# Brief
Word for word, restate the entries below and exclude every image.

# Data supplied
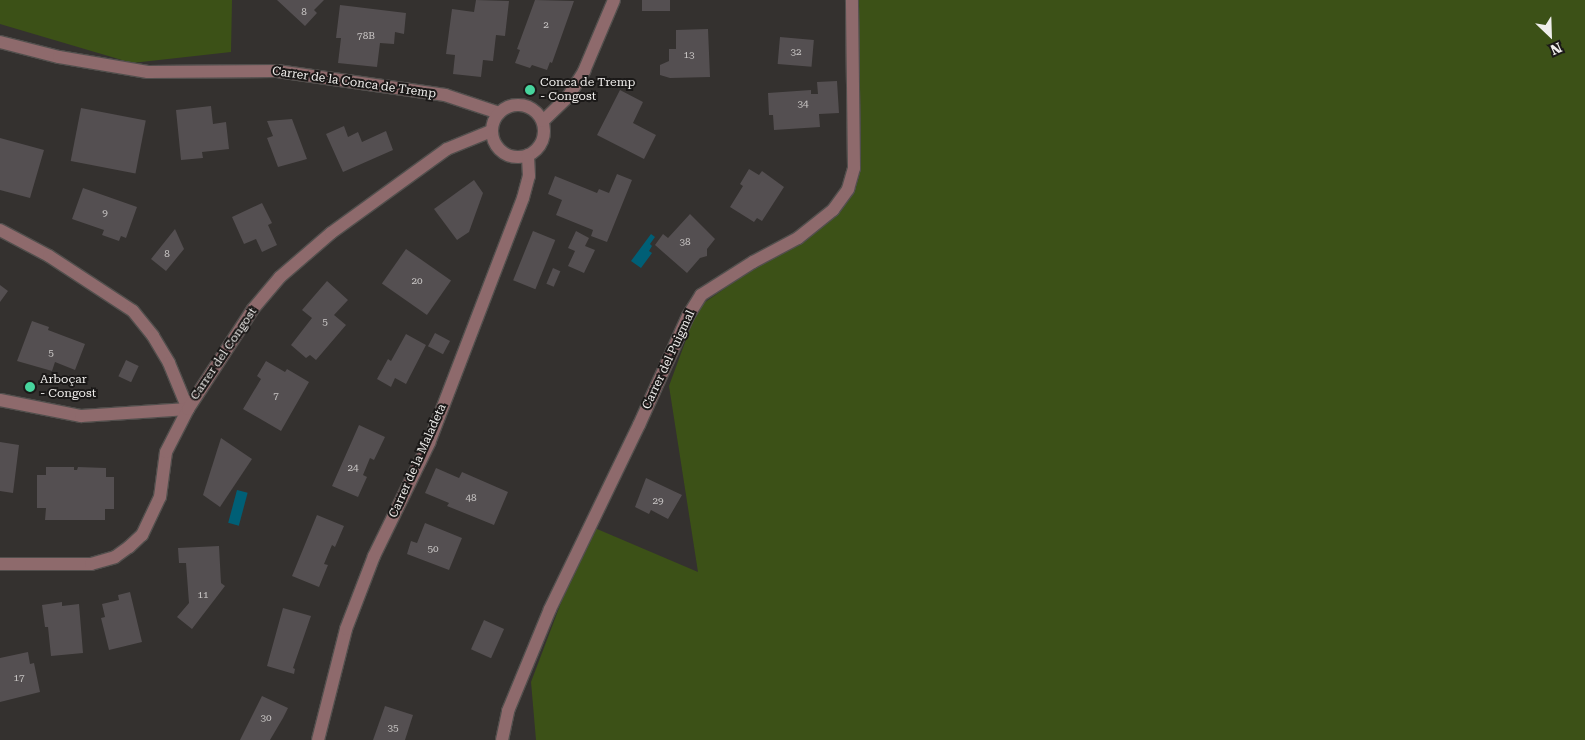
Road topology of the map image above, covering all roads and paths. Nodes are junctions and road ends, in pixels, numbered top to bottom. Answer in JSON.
{"nodes":[{"id":1,"x":614,"y":0,"type":"edge"},
{"id":2,"x":852,"y":0,"type":"edge"},
{"id":3,"x":0,"y":42,"type":"edge"},
{"id":4,"x":499,"y":113,"type":"junction"},
{"id":5,"x":543,"y":121,"type":"junction"},
{"id":6,"x":491,"y":131,"type":"junction"},
{"id":7,"x":528,"y":155,"type":"junction"},
{"id":8,"x":0,"y":230,"type":"edge"},
{"id":9,"x":0,"y":400,"type":"edge"},
{"id":10,"x":188,"y":409,"type":"junction"},
{"id":11,"x":0,"y":564,"type":"edge"},
{"id":12,"x":318,"y":740,"type":"edge"},
{"id":13,"x":502,"y":740,"type":"edge"}],
"edges":[{"from":1,"to":5,"type":"street"},
{"from":2,"to":13,"type":"street","name":"Carrer del Puigmal"},
{"from":3,"to":4,"type":"street","name":"Carrer de la Conca de Tremp"},
{"from":4,"to":5,"type":"street"},
{"from":4,"to":6,"type":"street"},
{"from":5,"to":7,"type":"street"},
{"from":6,"to":7,"type":"street"},
{"from":6,"to":10,"type":"street","name":"Carrer del Congost"},
{"from":7,"to":12,"type":"street","name":"Carrer de la Maladeta"},
{"from":8,"to":10,"type":"street"},
{"from":9,"to":10,"type":"street"},
{"from":10,"to":11,"type":"street","name":"Carrer del Congost"}]}
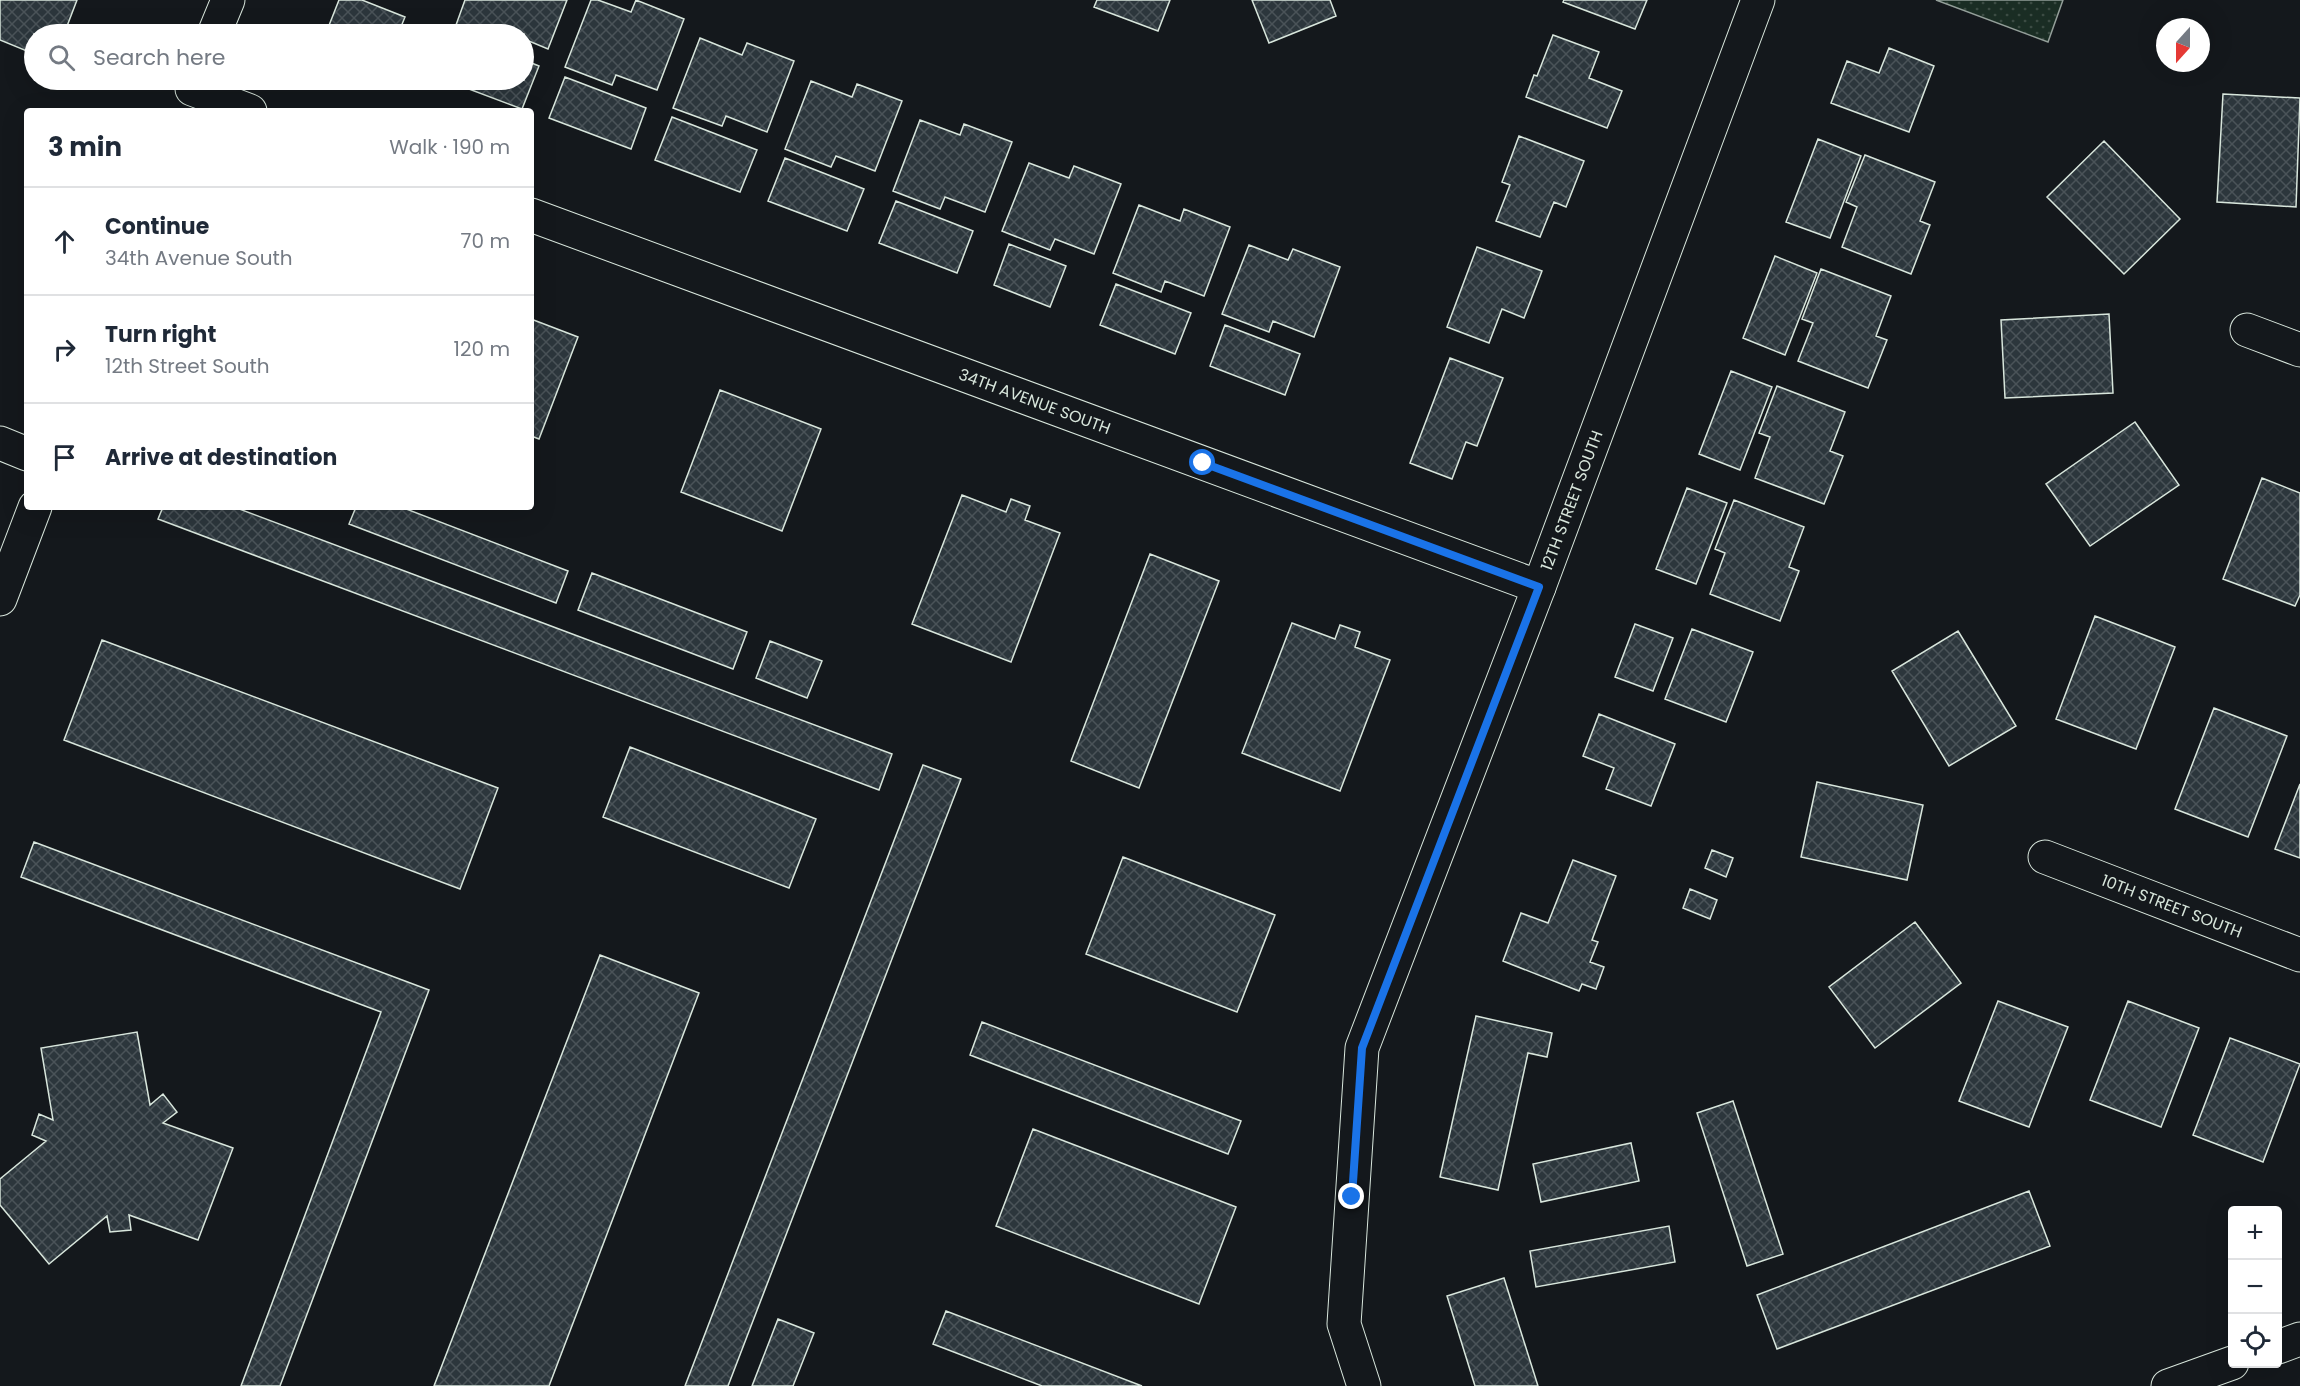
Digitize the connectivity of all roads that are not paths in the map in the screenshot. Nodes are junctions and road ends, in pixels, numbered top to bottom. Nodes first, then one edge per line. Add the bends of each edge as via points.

# Answer below
Road topology of the map image above, covering all roads and paths. Nodes are junctions and road ends, in pixels, numbered top to bottom. Answer in JSON.
{"nodes":[{"id":1,"x":614,"y":0,"type":"edge"},
{"id":2,"x":852,"y":0,"type":"edge"},
{"id":3,"x":0,"y":42,"type":"edge"},
{"id":4,"x":499,"y":113,"type":"junction"},
{"id":5,"x":543,"y":121,"type":"junction"},
{"id":6,"x":491,"y":131,"type":"junction"},
{"id":7,"x":528,"y":155,"type":"junction"},
{"id":8,"x":0,"y":230,"type":"edge"},
{"id":9,"x":0,"y":400,"type":"edge"},
{"id":10,"x":188,"y":409,"type":"junction"},
{"id":11,"x":0,"y":564,"type":"edge"},
{"id":12,"x":318,"y":740,"type":"edge"},
{"id":13,"x":502,"y":740,"type":"edge"}],
"edges":[{"from":1,"to":5,"type":"street"},
{"from":2,"to":13,"type":"street","name":"Carrer del Puigmal"},
{"from":3,"to":4,"type":"street","name":"Carrer de la Conca de Tremp"},
{"from":4,"to":5,"type":"street"},
{"from":4,"to":6,"type":"street"},
{"from":5,"to":7,"type":"street"},
{"from":6,"to":7,"type":"street"},
{"from":6,"to":10,"type":"street","name":"Carrer del Congost"},
{"from":7,"to":12,"type":"street","name":"Carrer de la Maladeta"},
{"from":8,"to":10,"type":"street"},
{"from":9,"to":10,"type":"street"},
{"from":10,"to":11,"type":"street","name":"Carrer del Congost"}]}
Digitize the connectivity of all roads that are not paths in the map in the screenshot. Nodes are junctions and road ends, in pixels, numbered top to bottom. Nodes first, then one edge per line. Add the bends of each edge as via points.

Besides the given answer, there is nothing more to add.